ITEM 2.03 CREATION OF A DIRECT FINANCIAL OBLIGATION OR AN OBLIGATION UNDER AN OFF-BALANCE SHEET ARRANGEMENT OF A REGISTRANT.

        The information required by this item is included in Item 1.01 and incorporated by reference herein. The amount of the direct financial obligations described above as of September 1, 2005, represent amounts that were outstanding under the Existing Credit Agreement at that date and carried forward under the Restated Facility, and not new indebtedness incurred by us on that date.

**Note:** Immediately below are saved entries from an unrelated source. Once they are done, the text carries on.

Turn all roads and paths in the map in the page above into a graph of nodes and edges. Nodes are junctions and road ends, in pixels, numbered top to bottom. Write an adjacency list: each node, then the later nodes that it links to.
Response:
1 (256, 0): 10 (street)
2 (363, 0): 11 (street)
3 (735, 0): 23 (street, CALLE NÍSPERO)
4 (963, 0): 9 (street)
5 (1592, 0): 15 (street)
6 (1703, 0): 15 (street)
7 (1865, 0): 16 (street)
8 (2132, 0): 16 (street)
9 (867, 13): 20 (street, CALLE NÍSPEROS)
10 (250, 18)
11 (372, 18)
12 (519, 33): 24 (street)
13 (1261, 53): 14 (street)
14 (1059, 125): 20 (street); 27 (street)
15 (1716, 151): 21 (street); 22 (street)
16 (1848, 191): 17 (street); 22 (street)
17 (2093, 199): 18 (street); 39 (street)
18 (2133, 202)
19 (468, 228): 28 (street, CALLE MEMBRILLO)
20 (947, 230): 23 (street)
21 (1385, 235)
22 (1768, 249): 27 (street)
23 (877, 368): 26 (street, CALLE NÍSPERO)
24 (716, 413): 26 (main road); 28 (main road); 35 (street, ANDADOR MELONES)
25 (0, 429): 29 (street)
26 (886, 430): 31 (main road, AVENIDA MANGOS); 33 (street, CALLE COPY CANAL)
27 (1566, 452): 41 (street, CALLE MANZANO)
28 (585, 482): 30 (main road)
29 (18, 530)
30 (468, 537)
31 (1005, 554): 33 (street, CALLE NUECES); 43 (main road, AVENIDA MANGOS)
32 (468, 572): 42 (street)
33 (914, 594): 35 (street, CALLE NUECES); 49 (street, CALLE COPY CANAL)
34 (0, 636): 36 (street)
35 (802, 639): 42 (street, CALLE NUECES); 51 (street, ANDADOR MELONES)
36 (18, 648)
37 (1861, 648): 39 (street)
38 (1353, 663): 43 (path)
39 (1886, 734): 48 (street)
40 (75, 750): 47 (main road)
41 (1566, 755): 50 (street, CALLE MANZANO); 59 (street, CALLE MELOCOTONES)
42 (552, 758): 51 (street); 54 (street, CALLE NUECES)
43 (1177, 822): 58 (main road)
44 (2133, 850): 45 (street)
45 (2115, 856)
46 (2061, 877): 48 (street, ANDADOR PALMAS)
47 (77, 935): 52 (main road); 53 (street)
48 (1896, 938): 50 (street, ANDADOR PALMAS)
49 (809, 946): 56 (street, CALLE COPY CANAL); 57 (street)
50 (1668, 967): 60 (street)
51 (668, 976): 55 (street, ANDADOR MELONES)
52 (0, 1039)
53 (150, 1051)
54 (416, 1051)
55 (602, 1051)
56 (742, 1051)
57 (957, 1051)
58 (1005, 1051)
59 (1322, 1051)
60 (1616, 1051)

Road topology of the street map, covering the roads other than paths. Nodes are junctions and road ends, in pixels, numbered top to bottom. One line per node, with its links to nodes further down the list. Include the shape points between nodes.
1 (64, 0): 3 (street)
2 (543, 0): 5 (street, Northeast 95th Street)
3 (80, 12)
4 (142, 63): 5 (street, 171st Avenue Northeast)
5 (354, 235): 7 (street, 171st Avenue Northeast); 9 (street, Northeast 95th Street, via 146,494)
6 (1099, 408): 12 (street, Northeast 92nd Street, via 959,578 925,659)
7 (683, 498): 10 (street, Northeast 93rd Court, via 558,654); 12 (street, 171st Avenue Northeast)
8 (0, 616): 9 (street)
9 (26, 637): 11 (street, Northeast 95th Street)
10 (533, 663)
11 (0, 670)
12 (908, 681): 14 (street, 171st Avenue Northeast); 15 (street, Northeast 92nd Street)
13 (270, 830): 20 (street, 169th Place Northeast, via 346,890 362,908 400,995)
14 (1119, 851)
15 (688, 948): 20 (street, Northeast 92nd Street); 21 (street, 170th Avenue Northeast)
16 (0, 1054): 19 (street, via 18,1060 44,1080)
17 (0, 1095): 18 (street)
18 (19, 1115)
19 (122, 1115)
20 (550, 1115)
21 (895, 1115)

ITEM 9.01 FINANCIAL STATEMENTS AND EXHIBITS.

  (d) Exhibits

 

  10.1 $100 million Amended and Restated Credit Agreement dated as of September 1, 2005 among USA Truck, Inc. as Borrower, Bank of America, National Association as Administrative Agent, SunTrust Bank as Documentation Agent and Branch Banking and Trust Company, U.S. Bank National Association, Regions Bank and BancorpSouth Bank as Lenders.


SIGNATURES

 

Pursuant to the requirements of the Securities Exchange Act of 1934, the registrant has duly caused this report to be signed on its behalf by the undersigned hereunto duly authorized.

 

   

USA Truck, Inc.

   

(Registrant)

Date: September 8, 2005

 

/s/ CLIFTON R. BECKHAM


    Clifton R. Beckham
    Sr. Vice President - Finance, Chief
    Financial Officer and Secretary


INDEX TO EXHIBITS

 

Exhibit

Number


 

Exhibit


10.1   $100 million Amended and Restated Credit Agreement dated as of September 1, 2005 among USA Truck, Inc. as Borrower, Bank of America, National Association as Administrative Agent, SunTrust Bank as Documentation Agent and Branch Banking and Trust Company, U.S. Bank National Association, Regions Bank and BancorpSouth Bank as Lenders.